Передо мной прошла очень длинная писательская жизнь и должен сказать, что, конечно, писем раньше было больше. Писали друг о друге, полемизировали друг с другом и частная переписка смело могла представить интерес для любого нелитератора. Теперь пишут меньше, но пишут. Я, по крайней мере, на недостаток писем жаловаться не могу.

– Судя по Вашему рассказу о Михаиле Орлове, не только пишут, но и приносят рукописи на суд?

– И очень часто. Как – то так получается, что ко мне приходят за советом и помощью главным образом талантливые люди. А бездарные, видимо, зная, что я очень строгий судья, не решаются. Так что считаю, мне повезло, я более или менее в курсе работ нашей молодежи.

– Вы активно выступаете как публицист и в одной из недавних статей написали: «с такой ношей злобных несправедливостей, незаслуженных обид и, наконец, просто преступлений», которые выпали на долю нашей литературы за последние десятилетия, она «не может двигаться вперед или должна двигаться на подгибающихся ногах». С тех пор многое изменилось…

– Сегодня я считаю, наша литература находится в превосходном положении. Я вижу много молодых талантов, я радуюсь, что литература – это ясно доказали опубликованные вещи А. Платонова, Б. Пастернака, В. Дудинцева, В. Тендрякова, В. Гроссмана и многие другие – не прекращалась и не прерывалась никогда, она была зеркалом общества, как была, так и осталась. Приведу цитату из письма читательницы Лидии Гиларьевны Модель: «Много прекрасных публикаций появилось в журналах. Хочется крикнуть: "Пожалейте нас! Мы же 'ополоумеваем' от грандиозного потока (только в журналах), прибывающего каждый месяц. Приходится заводить картотеки – что, где, когда прочитано! А как же быть с основной работой? Сидим в хаосе, перестали убирать квартиры, на столах – свалка – газеты, журналы, письма друзей, на которые приходится отвечать по ночам!"».
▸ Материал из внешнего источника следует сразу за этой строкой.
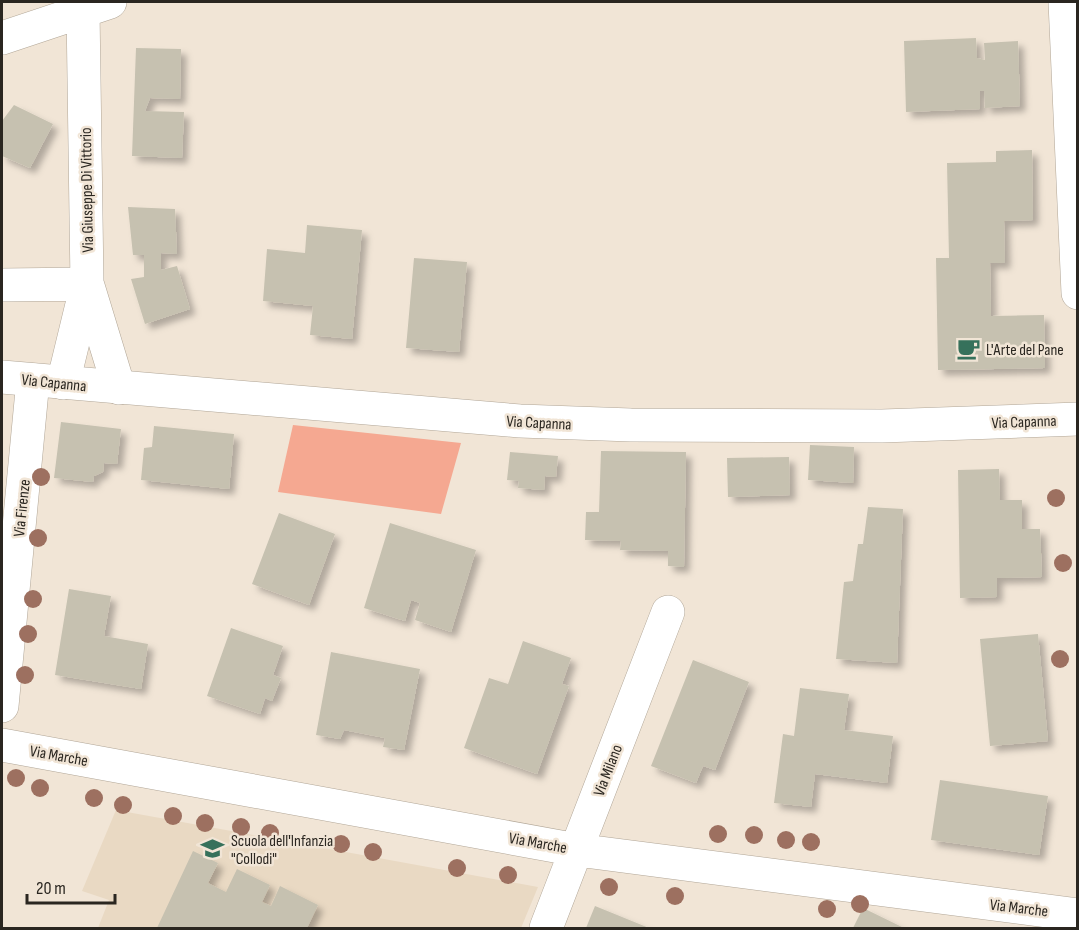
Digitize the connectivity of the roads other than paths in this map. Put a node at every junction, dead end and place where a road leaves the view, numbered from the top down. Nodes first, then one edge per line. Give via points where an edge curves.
1 (1065, 2) edge
2 (97, 6) edge
3 (2, 38) edge
4 (87, 284) junction
5 (2, 285) edge
6 (1077, 294) edge
7 (2, 377) edge
8 (48, 382) junction
9 (118, 388) junction
10 (1077, 419) edge
11 (668, 612) dead end
12 (2, 706) edge
13 (2, 745) edge
14 (577, 850) junction
15 (1077, 915) edge
16 (1077, 920) edge
17 (546, 928) edge
18 (1073, 928) edge

1 - 6 street
2 - 3 street, Via Giuseppe Di Vittorio
2 - 4 street, Via Giuseppe Di Vittorio
4 - 5 street
4 - 8 street, Via Firenze
4 - 9 street
7 - 8 street, Via Capanna
8 - 9 street, Via Capanna
8 - 12 street, Via Firenze
9 - 10 street, Via Capanna via 520,421 631,426 882,426
11 - 14 street, Via Milano
13 - 14 street, Via Marche
14 - 15 street, Via Marche
14 - 17 street, Via Milano
16 - 18 street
На днях меня посетил один молодой писатель, Виктор Ерофеев, который сказал: «Я всей душой за перемены, которые на наших глазах преображают страну». И я согласился с каждым его словом.

То, что в писательской среде, и не только в писательской, идут такие горячие споры, меня не страшит. Потому что эти споры в сущности не касаются самой сути литературного развития, это споры политические, а литература идет уверенно своим путем, и то и дело появляются новые прекрасные произведения. Так что я в очень хорошем настроении, лучшего не бывает. Я полон надежд. У нас – хорошая литература.